• PROBLEM DESCRIPTION: Using the listing, copy each whole line that features "matted".

• RECORDS TO USE:
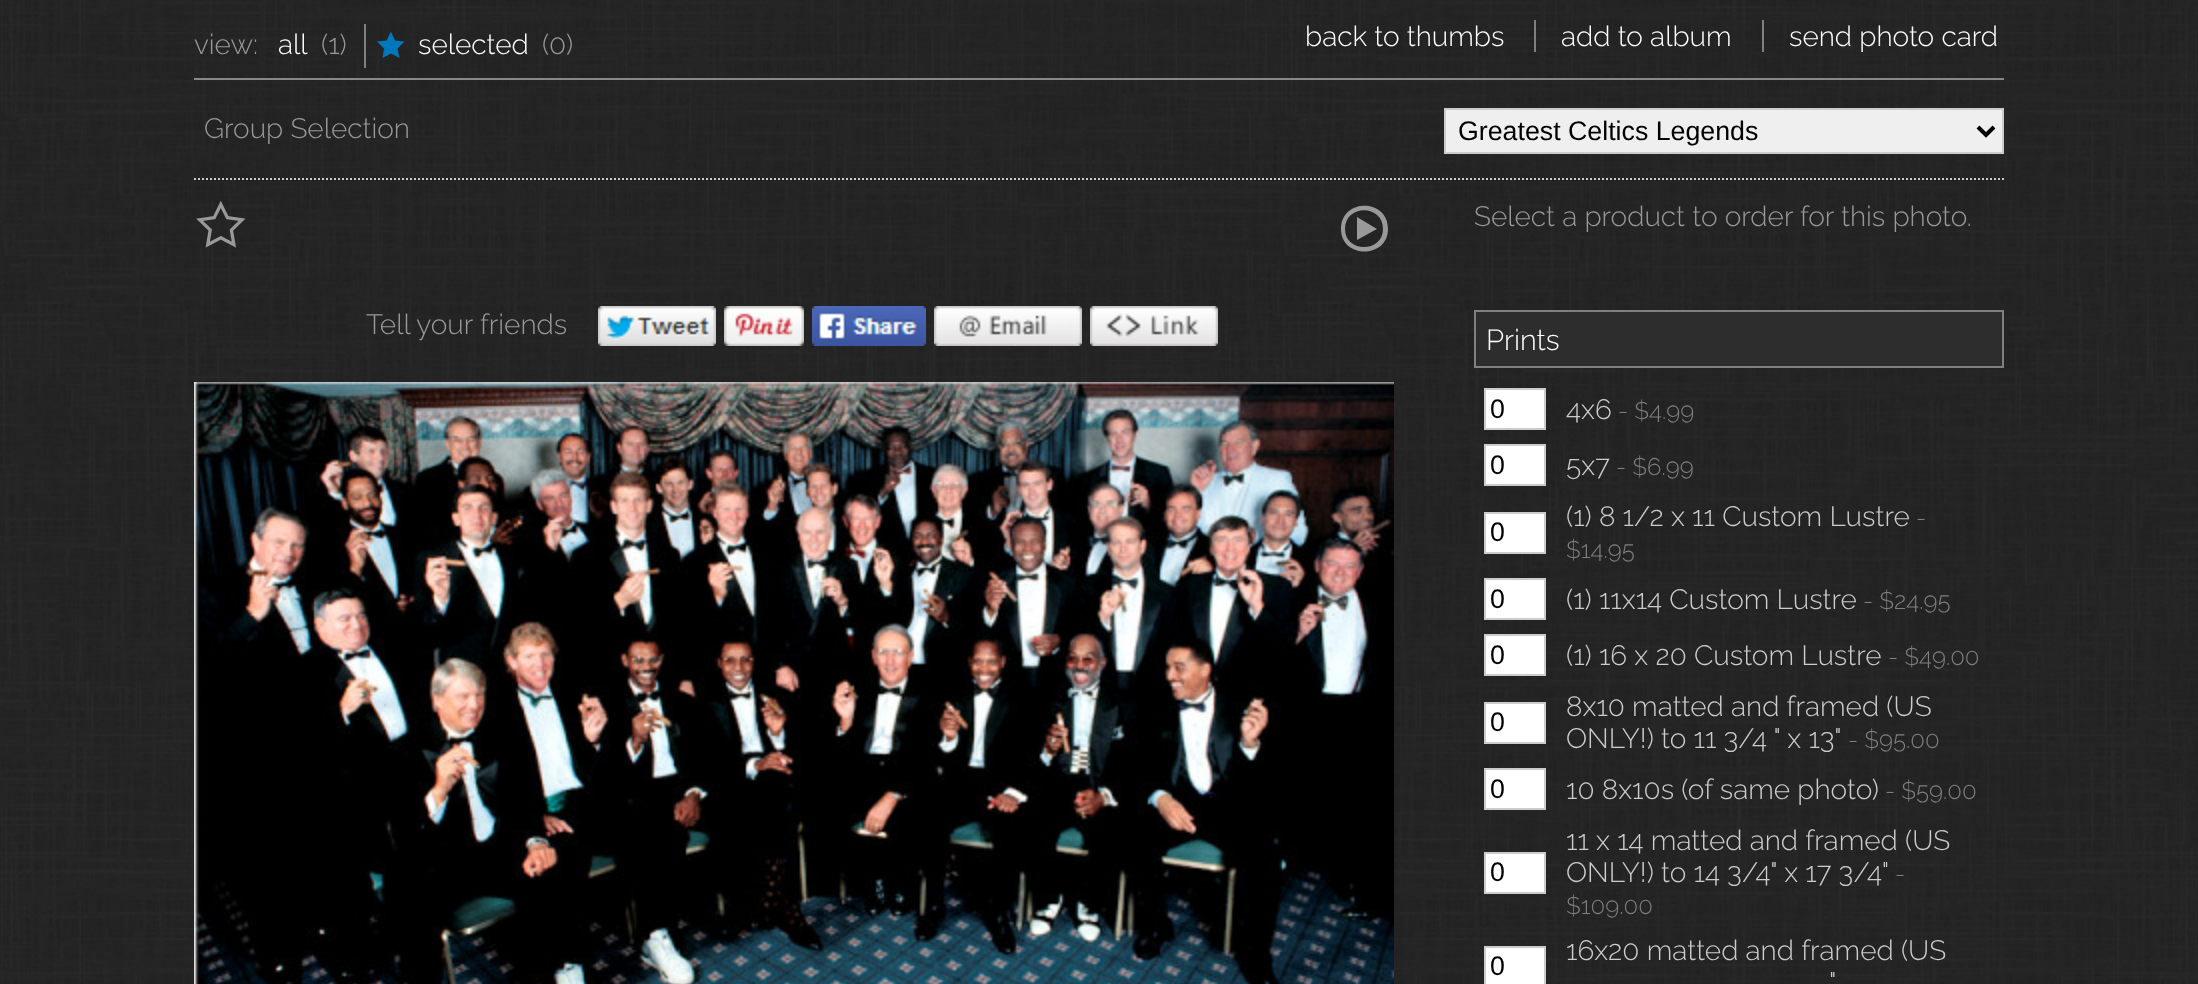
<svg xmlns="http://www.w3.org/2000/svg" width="2198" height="984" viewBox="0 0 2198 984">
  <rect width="100%" height="100%" fill="#ffffff"/>
  <image x="0" y="0" width="2198" height="984" href="img1.png"/>
  <text x="194" y="54" font-family="Raleway" font-size="28" font-weight="300" fill="#999999">view:</text>
  <text x="278" y="54" font-family="Raleway" font-size="28" font-weight="300" fill="#ffffff">all</text>
  <text x="321" y="54" font-family="Raleway" font-size="28" font-weight="300" fill="#999999">(1)</text>
  <text x="418" y="54" font-family="Raleway" font-size="28" font-weight="300" fill="#ffffff">selected</text>
  <rect x="364" y="24" width="2" height="44" fill="#808080"/>
  <path d="M377 41.5L386.5 40.5L391 31.5L395 40.5L404.5 41.5L397.5 48.5L399.5 58L391 53.5L382.5 58L384 48.5Z" fill="#0077bb"/>
  <text x="542" y="54" font-family="Raleway" font-size="28" font-weight="300" fill="#999999">(</text>
  <text x="549" y="54" font-family="Raleway" font-size="28" font-weight="300" fill="#999999">0</text>
  <text x="566" y="54" font-family="Raleway" font-size="28" font-weight="300" fill="#999999">)</text>
  <text x="1305" y="46" font-family="Raleway" font-size="28" font-weight="300" fill="#ffffff">back to thumbs</text>
  <text x="1561" y="46" font-family="Raleway" font-size="28" font-weight="300" fill="#ffffff">add to album</text>
  <rect x="1534" y="20" width="2" height="32" fill="#808080"/>
  <text x="1789" y="46" font-family="Raleway" font-size="28" font-weight="300" fill="#ffffff">send photo card</text>
  <rect x="1762" y="20" width="2" height="32" fill="#808080"/>
  <rect x="194" y="78" width="1810" height="2" fill="#888888"/>
  <path d="M194 179H2004" fill="none" stroke="#cccccc" stroke-width="2" stroke-dasharray="2 2"/>
  <text x="204" y="138" font-family="Raleway" font-size="28" font-weight="300" fill="#999999">Group Selection</text>
  <rect x="1445" y="109" width="558" height="44" fill="#efefef" stroke="#cccccc" stroke-width="2"/>
  <path d="M1978 127L1986 135L1994 127" fill="none" stroke="#000000" stroke-width="4"/>
  <text x="1458" y="140" font-family="Liberation Sans" font-size="26.75" fill="#000000">Greatest Celtics Legends</text>
  <image x="196" y="200" width="50" height="48" href="img2.png"/>
  <path d="M1341 229C1341 198 1388 198 1388 229C1388 259 1341 259 1341 229ZM1345 229C1345 253 1383 253 1383 229C1383 204 1345 204 1345 229ZM1357 240V217L1377 229Z" fill="#999999"/>
  <text x="366" y="334" font-family="Raleway" font-size="28" font-weight="300" fill="#999999">Tell your friends</text>
  <image x="598" y="306" width="118" height="40" href="img3.png"/>
  <image x="724" y="306" width="80" height="40" href="img4.png"/>
  <image x="812" y="306" width="114" height="40" href="img5.png"/>
  <image x="934" y="306" width="148" height="40" href="img6.png"/>
  <image x="1090" y="306" width="128" height="40" href="img7.png"/>
  <image x="194" y="382" width="1200" height="602" href="img8.png"/>
  <text x="1474" y="226" font-family="Raleway" font-size="28" font-weight="300" fill="#999999">Select a product to order for this photo.</text>
  <rect x="1475" y="311" width="528" height="56" fill="#2d2d2d" stroke="#808080" stroke-width="2"/>
  <text x="1486" y="350" font-family="Raleway" font-size="29" font-weight="300" fill="#ffffff">Prints</text>
  <rect x="1485" y="389" width="60" height="40" fill="#ffffff" stroke="#cccccc" stroke-width="2"/>
  <text x="1490" y="418" font-family="Liberation Sans" font-size="26.75" fill="#000000">0</text>
  <text x="1566" y="419" font-family="Raleway" font-size="28" font-weight="300" fill="#cccccc">4x6</text>
  <text x="1618" y="419" font-family="Raleway" font-size="24" font-weight="300" fill="#7f7f7f">- $4.99</text>
  <rect x="1485" y="445" width="60" height="40" fill="#ffffff" stroke="#cccccc" stroke-width="2"/>
  <text x="1490" y="474" font-family="Liberation Sans" font-size="26.75" fill="#000000">0</text>
  <text x="1566" y="475" font-family="Raleway" font-size="28" font-weight="300" fill="#cccccc">5x7</text>
  <text x="1616" y="475" font-family="Raleway" font-size="24" font-weight="300" fill="#7f7f7f">- $6.99</text>
  <rect x="1485" y="513" width="60" height="40" fill="#ffffff" stroke="#cccccc" stroke-width="2"/>
  <text x="1490" y="541" font-family="Liberation Sans" font-size="26.75" fill="#000000">0</text>
  <text x="1566" y="526" font-family="Raleway" font-size="28" font-weight="300" fill="#cccccc">(1) 8 1/2 x 11 Custom Lustre</text>
  <text x="1916" y="526" font-family="Raleway" font-size="24" font-weight="300" fill="#7f7f7f">-</text>
  <text x="1566" y="558" font-family="Raleway" font-size="24" font-weight="300" fill="#7f7f7f">$14.95</text>
  <rect x="1485" y="579" width="60" height="40" fill="#ffffff" stroke="#cccccc" stroke-width="2"/>
  <text x="1490" y="608" font-family="Liberation Sans" font-size="26.75" fill="#000000">0</text>
  <text x="1566" y="609" font-family="Raleway" font-size="28" font-weight="300" fill="#cccccc">(1) 11x14 Custom Lustre</text>
  <text x="1863" y="609" font-family="Raleway" font-size="24" font-weight="300" fill="#7f7f7f">- $24.95</text>
  <rect x="1485" y="635" width="60" height="40" fill="#ffffff" stroke="#cccccc" stroke-width="2"/>
  <text x="1490" y="664" font-family="Liberation Sans" font-size="26.75" fill="#000000">0</text>
  <text x="1566" y="665" font-family="Raleway" font-size="28" font-weight="300" fill="#cccccc">(1) 16 x 20 Custom Lustre</text>
  <text x="1888" y="665" font-family="Raleway" font-size="24" font-weight="300" fill="#7f7f7f">- $49.00</text>
  <rect x="1485" y="703" width="60" height="40" fill="#ffffff" stroke="#cccccc" stroke-width="2"/>
  <text x="1490" y="731" font-family="Liberation Sans" font-size="26.75" fill="#000000">0</text>
  <text x="1566" y="716" font-family="Raleway" font-size="28" font-weight="300" fill="#cccccc">8x10 matted and framed (US</text>
  <text x="1566" y="748" font-family="Raleway" font-size="28" font-weight="300" fill="#cccccc">ONLY!) to 11 3/4 " x 13"</text>
  <text x="1848" y="748" font-family="Raleway" font-size="24" font-weight="300" fill="#7f7f7f">- $95.00</text>
  <rect x="1485" y="769" width="60" height="40" fill="#ffffff" stroke="#cccccc" stroke-width="2"/>
  <text x="1490" y="798" font-family="Liberation Sans" font-size="26.75" fill="#000000">0</text>
  <text x="1566" y="799" font-family="Raleway" font-size="28" font-weight="300" fill="#cccccc">10 8x10s (of same photo)</text>
  <text x="1885" y="799" font-family="Raleway" font-size="24" font-weight="300" fill="#7f7f7f">- $59.00</text>
  <rect x="1485" y="853" width="60" height="40" fill="#ffffff" stroke="#cccccc" stroke-width="2"/>
  <text x="1490" y="881" font-family="Liberation Sans" font-size="26.75" fill="#000000">0</text>
  <text x="1566" y="850" font-family="Raleway" font-size="28" font-weight="300" fill="#cccccc">11 x 14 matted and framed (US</text>
  <text x="1566" y="882" font-family="Raleway" font-size="28" font-weight="300" fill="#cccccc">ONLY!) to 14 3/4" x 17 3/4"</text>
  <text x="1895" y="882" font-family="Raleway" font-size="24" font-weight="300" fill="#7f7f7f">-</text>
  <text x="1566" y="914" font-family="Raleway" font-size="24" font-weight="300" fill="#7f7f7f">$109.00</text>
  <rect x="1485" y="947" width="60" height="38" fill="#ffffff" stroke="#cccccc" stroke-width="2"/>
  <text x="1490" y="975" font-family="Liberation Sans" font-size="26.75" fill="#000000">0</text>
  <text x="1566" y="960" font-family="Raleway" font-size="28" font-weight="300" fill="#cccccc">16x20 matted and framed (US</text>
  <text x="1829" y="992" font-family="Raleway" font-size="28" font-weight="300" fill="#cccccc">"</text>
</svg>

• ANSWER BELOW:
  <text x="1566" y="716" font-family="Raleway" font-size="28" font-weight="300" fill="#cccccc">8x10 matted and framed (US</text>
  <text x="1566" y="850" font-family="Raleway" font-size="28" font-weight="300" fill="#cccccc">11 x 14 matted and framed (US</text>
  <text x="1566" y="960" font-family="Raleway" font-size="28" font-weight="300" fill="#cccccc">16x20 matted and framed (US</text>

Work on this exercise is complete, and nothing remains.